What you are asked to do: Report each line of the data that has "Eurobin" somewhere in it.

Source records

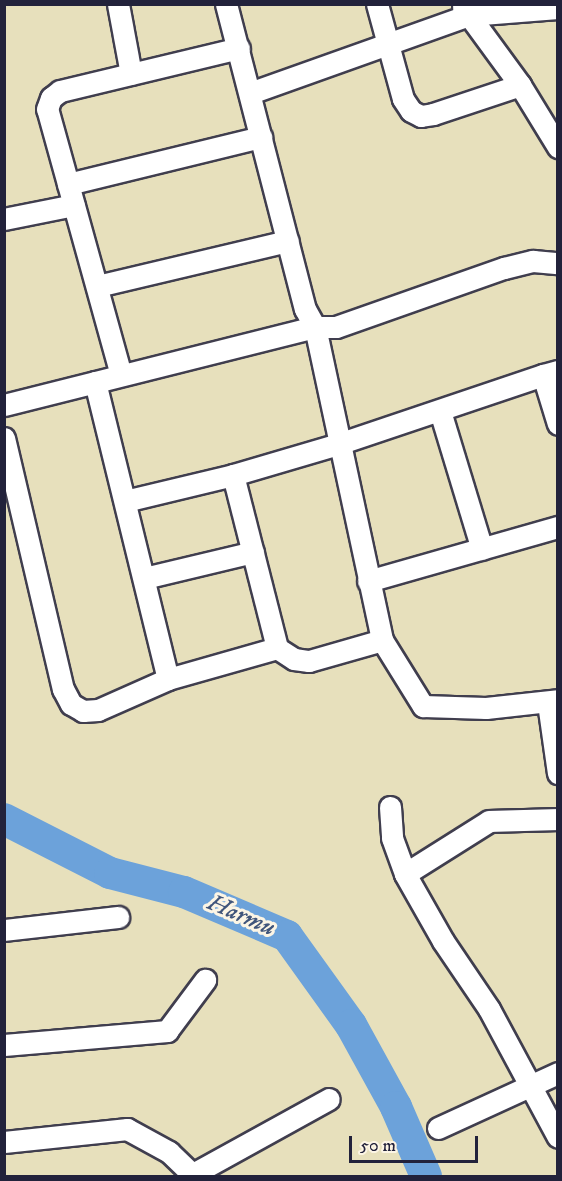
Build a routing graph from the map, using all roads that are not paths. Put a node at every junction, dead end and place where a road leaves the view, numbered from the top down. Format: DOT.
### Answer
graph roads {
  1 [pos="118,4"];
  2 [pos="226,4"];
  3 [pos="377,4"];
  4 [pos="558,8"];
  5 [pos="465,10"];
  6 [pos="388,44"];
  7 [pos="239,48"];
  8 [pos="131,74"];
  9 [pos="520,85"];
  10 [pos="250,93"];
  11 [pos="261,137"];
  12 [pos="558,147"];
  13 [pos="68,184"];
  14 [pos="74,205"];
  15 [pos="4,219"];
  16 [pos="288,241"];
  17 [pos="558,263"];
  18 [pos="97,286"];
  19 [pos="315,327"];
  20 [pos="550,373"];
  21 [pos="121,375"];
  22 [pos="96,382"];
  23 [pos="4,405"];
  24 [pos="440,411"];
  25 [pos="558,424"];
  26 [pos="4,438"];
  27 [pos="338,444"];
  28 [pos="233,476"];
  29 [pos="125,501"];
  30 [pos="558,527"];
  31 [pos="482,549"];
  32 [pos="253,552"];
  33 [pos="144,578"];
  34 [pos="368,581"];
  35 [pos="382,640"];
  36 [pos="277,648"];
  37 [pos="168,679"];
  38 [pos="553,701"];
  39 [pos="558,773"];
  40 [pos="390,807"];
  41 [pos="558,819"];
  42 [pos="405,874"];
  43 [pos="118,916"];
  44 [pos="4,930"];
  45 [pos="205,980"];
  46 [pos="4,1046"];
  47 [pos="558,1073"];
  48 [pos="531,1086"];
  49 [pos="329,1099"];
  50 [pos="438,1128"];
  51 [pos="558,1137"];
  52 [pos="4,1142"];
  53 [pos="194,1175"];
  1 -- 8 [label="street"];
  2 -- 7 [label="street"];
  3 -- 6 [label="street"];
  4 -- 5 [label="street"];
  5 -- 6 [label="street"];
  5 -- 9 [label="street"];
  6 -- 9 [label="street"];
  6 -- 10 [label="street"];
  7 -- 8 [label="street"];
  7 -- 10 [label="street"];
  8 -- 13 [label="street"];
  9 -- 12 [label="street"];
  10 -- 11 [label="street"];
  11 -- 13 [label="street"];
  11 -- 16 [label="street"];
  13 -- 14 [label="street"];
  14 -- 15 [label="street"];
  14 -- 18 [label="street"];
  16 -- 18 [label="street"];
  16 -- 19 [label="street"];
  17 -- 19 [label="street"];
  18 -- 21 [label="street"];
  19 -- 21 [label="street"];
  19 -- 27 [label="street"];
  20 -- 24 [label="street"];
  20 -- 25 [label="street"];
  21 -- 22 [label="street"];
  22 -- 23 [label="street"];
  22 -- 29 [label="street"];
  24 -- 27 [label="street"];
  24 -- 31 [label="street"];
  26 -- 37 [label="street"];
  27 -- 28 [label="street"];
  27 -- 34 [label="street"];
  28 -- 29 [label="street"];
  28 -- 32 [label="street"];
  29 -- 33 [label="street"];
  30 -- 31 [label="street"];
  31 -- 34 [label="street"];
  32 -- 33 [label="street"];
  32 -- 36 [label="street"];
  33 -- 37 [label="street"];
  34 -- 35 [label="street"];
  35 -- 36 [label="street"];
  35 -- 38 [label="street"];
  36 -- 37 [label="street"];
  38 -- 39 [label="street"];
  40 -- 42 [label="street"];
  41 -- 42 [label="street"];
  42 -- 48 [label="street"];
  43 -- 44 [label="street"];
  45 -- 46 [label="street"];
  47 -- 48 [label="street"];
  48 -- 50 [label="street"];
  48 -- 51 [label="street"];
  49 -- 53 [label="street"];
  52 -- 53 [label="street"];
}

* * *

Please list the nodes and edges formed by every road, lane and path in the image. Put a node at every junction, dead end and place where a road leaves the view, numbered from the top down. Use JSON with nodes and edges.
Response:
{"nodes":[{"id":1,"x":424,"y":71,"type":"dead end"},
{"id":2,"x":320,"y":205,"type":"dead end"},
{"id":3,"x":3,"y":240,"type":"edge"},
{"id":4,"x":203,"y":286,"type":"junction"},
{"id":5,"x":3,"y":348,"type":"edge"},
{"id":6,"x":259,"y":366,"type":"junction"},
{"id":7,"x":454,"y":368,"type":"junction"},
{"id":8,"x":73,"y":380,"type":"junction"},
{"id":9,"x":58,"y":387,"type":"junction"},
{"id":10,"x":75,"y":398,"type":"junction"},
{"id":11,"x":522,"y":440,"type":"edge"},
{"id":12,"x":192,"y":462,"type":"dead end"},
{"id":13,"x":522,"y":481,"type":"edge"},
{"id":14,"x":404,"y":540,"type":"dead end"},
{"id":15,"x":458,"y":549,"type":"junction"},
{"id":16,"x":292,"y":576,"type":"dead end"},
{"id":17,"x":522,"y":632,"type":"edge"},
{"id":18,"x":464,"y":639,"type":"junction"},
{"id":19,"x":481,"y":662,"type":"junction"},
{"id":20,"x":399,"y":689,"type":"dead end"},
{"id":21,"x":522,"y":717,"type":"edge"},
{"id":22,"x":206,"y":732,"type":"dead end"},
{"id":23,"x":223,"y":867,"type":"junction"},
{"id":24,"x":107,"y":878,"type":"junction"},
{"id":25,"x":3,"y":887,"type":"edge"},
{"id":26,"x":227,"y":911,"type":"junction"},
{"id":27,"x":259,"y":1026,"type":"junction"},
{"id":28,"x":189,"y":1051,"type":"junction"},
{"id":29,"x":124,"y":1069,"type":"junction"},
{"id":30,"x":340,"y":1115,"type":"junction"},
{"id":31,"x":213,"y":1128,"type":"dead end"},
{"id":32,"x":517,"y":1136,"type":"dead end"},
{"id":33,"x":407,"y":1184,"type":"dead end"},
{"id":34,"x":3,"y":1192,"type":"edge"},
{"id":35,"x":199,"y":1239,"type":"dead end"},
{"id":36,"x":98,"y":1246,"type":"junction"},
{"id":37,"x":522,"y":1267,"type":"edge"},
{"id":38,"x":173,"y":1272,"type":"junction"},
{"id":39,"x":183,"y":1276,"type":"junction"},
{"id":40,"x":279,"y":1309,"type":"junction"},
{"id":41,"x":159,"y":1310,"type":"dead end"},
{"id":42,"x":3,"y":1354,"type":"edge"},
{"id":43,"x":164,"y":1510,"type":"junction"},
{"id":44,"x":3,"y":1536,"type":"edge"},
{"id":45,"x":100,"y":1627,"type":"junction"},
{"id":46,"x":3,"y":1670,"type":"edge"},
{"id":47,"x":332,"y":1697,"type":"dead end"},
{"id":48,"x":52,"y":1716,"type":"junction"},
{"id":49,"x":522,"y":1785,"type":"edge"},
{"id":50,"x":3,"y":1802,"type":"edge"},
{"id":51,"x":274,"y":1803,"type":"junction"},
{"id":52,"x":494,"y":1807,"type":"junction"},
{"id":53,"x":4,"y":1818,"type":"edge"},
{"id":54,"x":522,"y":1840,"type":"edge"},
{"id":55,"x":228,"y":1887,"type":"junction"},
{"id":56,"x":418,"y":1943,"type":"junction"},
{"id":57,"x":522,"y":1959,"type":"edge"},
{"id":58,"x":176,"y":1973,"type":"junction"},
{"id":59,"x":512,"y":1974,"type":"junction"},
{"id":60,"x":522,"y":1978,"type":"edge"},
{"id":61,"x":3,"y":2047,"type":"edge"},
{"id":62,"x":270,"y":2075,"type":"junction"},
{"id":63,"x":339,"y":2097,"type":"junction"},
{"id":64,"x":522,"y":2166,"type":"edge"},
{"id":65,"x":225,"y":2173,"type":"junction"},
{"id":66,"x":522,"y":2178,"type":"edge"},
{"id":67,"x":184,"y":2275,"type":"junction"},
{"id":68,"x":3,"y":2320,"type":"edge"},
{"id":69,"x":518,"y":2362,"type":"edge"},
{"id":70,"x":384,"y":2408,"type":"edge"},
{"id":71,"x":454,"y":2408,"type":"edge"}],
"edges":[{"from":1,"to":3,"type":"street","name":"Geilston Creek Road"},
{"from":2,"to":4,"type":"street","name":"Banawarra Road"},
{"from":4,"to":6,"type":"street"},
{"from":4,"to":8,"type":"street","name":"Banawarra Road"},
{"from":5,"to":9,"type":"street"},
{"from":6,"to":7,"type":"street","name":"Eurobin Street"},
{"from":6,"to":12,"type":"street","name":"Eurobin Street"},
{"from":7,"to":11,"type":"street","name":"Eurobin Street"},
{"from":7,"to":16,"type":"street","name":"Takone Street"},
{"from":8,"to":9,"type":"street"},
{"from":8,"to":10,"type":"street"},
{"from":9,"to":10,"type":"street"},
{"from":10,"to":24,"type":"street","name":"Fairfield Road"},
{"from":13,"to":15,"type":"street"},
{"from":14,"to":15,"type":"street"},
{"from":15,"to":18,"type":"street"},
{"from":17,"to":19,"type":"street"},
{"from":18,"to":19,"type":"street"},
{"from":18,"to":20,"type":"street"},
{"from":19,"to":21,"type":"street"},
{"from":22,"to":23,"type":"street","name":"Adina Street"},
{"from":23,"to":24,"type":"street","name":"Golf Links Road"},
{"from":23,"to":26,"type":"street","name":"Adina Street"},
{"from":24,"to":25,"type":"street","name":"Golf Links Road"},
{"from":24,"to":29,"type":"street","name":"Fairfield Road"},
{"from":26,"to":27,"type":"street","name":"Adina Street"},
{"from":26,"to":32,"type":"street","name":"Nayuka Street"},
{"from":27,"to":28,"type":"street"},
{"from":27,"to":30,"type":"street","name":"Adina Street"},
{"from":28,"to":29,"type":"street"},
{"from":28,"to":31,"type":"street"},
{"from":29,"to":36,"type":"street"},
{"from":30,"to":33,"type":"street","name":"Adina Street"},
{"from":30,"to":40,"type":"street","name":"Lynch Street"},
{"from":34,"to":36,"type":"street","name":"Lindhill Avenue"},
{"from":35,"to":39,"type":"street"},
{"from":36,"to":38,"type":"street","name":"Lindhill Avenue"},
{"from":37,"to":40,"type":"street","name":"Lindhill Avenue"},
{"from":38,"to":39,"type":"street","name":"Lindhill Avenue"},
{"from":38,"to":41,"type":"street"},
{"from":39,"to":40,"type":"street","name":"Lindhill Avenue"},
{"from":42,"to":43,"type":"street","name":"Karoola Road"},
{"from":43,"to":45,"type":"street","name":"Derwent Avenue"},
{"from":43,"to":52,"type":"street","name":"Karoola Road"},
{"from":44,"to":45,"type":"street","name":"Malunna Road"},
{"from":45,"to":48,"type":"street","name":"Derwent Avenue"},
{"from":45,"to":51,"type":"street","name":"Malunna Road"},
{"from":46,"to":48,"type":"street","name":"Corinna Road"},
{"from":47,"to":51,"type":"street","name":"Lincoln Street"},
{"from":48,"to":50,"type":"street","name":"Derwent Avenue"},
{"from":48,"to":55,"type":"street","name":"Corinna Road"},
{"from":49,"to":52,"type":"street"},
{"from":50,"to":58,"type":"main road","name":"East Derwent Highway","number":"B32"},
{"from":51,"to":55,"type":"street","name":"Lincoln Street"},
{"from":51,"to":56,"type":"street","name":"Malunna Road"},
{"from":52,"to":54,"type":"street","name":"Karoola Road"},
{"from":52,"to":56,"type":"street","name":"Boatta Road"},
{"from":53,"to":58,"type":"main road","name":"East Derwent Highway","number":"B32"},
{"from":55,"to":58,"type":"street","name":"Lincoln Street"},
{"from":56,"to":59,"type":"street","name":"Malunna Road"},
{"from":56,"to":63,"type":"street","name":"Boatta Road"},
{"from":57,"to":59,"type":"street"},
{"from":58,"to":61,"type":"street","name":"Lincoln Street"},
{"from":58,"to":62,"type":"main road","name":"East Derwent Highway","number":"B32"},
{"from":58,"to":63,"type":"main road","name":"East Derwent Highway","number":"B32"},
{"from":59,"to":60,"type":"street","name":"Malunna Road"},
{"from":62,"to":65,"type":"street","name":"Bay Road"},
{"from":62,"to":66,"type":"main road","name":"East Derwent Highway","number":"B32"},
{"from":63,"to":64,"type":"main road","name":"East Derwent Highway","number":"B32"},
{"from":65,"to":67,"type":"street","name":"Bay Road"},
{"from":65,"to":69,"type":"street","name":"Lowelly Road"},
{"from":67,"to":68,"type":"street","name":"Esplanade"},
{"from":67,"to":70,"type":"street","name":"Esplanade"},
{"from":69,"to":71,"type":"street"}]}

Answer to this task:
{"from":6,"to":7,"type":"street","name":"Eurobin Street"},
{"from":6,"to":12,"type":"street","name":"Eurobin Street"},
{"from":7,"to":11,"type":"street","name":"Eurobin Street"},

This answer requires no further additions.